Quali sono i punti di forza di un progetto come Contract Design Network?

“Il CDN ha diversi punti di forza. Alcuni interni alla rete, di vantaggio per le aziende, e altre per i clienti. Concentriamoci sui secondi. Quello che interessa al cliente è la capacità del CDN di gestire un’opportunità dal progetto all’installazione, passando per il collaudo e il post-vendita. Questo non è facile quando si parla di ambienti complessi, soprattutto se si parla di spazi collettivi. Quando ci danno da gestire un progetto chiavi in mano noi siamo vincenti, perché siamo aziende alleate e affiatate che mettono a disposizione il proprio know-how a favore del cliente, che si deve interfacciare di fatto con un unico punto di riferimento. Il cliente ha un vantaggio di tipo economico, perché l’unione di aziende che lavorano insieme non vuol dire necessariamente markup che si sommano. Possiamo lavorare in associazione temporanea d’impresa con fatturazione disgiunta. Il cliente prende gli onori del gruppo e non gli oneri fiscali. Un altro aspetto importante è la tempistica, perché se il progetto viene gestito da un gruppo di aziende omogenee, le tempistiche della commessa diventano molto rapide. Siamo tutte aziende italiane e questo, soprattutto in tema di arredo, non è male.
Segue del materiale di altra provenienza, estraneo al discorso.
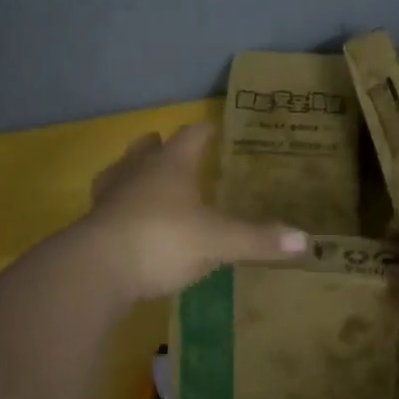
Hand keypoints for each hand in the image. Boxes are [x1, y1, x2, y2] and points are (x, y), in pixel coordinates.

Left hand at [81, 124, 308, 300]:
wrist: (95, 270)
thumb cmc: (162, 240)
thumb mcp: (218, 242)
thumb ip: (258, 240)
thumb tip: (307, 241)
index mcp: (170, 166)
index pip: (190, 136)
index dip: (203, 131)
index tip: (213, 128)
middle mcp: (137, 173)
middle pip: (147, 149)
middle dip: (160, 147)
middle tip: (172, 150)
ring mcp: (109, 199)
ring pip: (120, 174)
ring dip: (133, 174)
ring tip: (144, 181)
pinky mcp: (91, 228)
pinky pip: (108, 209)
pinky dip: (120, 210)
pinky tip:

Siamo tutte aziende che nei nostri campi siamo considerate leader. Si sommano quindi le eccellenze. Questi sono più o meno i nostri punti di forza”.

 

Quali sono negli ultimi anni le tendenze predominanti per il settore contract?
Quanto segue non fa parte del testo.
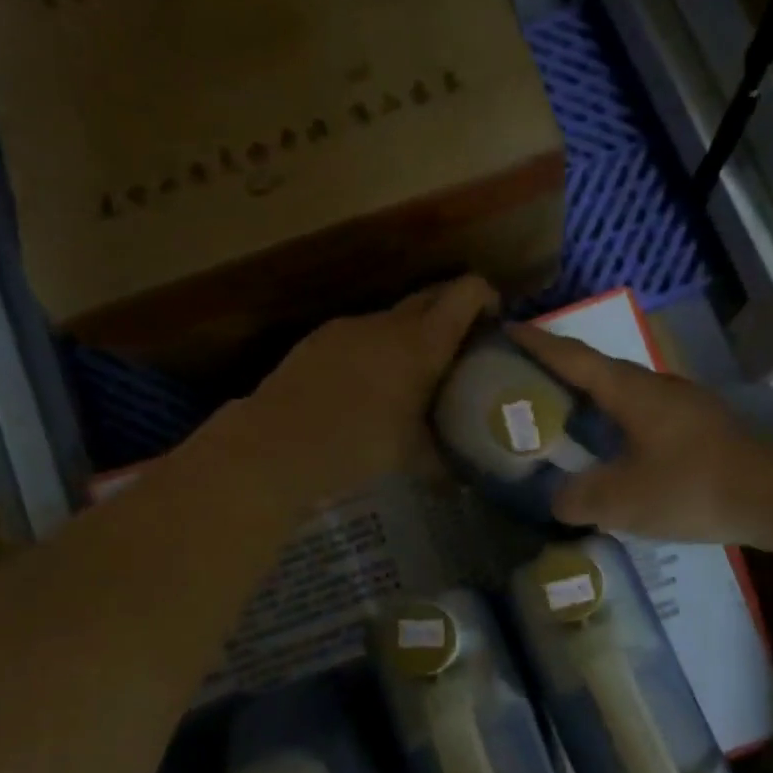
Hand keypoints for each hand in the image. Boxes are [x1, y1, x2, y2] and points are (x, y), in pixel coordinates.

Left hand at [237, 276, 500, 503]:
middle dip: (453, 313)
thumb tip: (464, 480)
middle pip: (433, 296)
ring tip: (411, 375)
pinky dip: (376, 348)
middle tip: (462, 349)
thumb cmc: (358, 446)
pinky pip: (362, 333)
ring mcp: (351, 326)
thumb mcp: (413, 458)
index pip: (467, 292)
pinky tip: (366, 386)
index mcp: (423, 343)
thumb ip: (445, 461)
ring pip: (394, 318)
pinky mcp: (321, 338)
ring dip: (411, 335)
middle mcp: (389, 323)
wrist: (278, 443)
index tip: (494, 324)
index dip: (487, 299)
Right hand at [507, 323, 772, 544]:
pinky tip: (614, 449)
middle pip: (597, 369)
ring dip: (591, 398)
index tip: (506, 328)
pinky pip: (643, 414)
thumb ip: (578, 499)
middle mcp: (654, 386)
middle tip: (525, 381)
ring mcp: (682, 403)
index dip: (536, 343)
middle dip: (559, 370)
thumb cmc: (690, 487)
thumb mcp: (622, 500)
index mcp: (630, 391)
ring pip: (624, 393)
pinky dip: (617, 421)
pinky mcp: (699, 425)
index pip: (572, 357)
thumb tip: (559, 500)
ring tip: (564, 417)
“Le tendenze non sono facili da intuire. Noi siamo molto legati come gruppo alle solutions on demand, ritagliando progetti su misura per il cliente. Abbiamo lavorato nei mercati più disparati, perciò trovare una tendenza unica non è facile. Quello che importa è essere in grado di interpretare desideri e bisogni dei clienti con un progetto credibile da un punto di vista tecnico e di abbinamento dei diversi prodotti. Abbiamo cavalcato la tendenza del green in questo Salone”.

 

Un obiettivo di Ares Line per il futuro?

“Gli obiettivi dell’azienda sono quelli di spostarci verso la produzione di sedie, per hotel, ristoranti e caffetteria. Sono sedute che attualmente non stiamo producendo, ma che vogliamo iniziare a fare. È nelle nostre corde”.

 

E per il gruppo?

“Per quanto riguarda il CDN, l’obiettivo è continuare su questa strada, con più coesione e più partecipazione da parte di tutte le aziende e degli uomini delle aziende. È una strada che abbiamo già iniziato a percorrere e siamo molto soddisfatti”.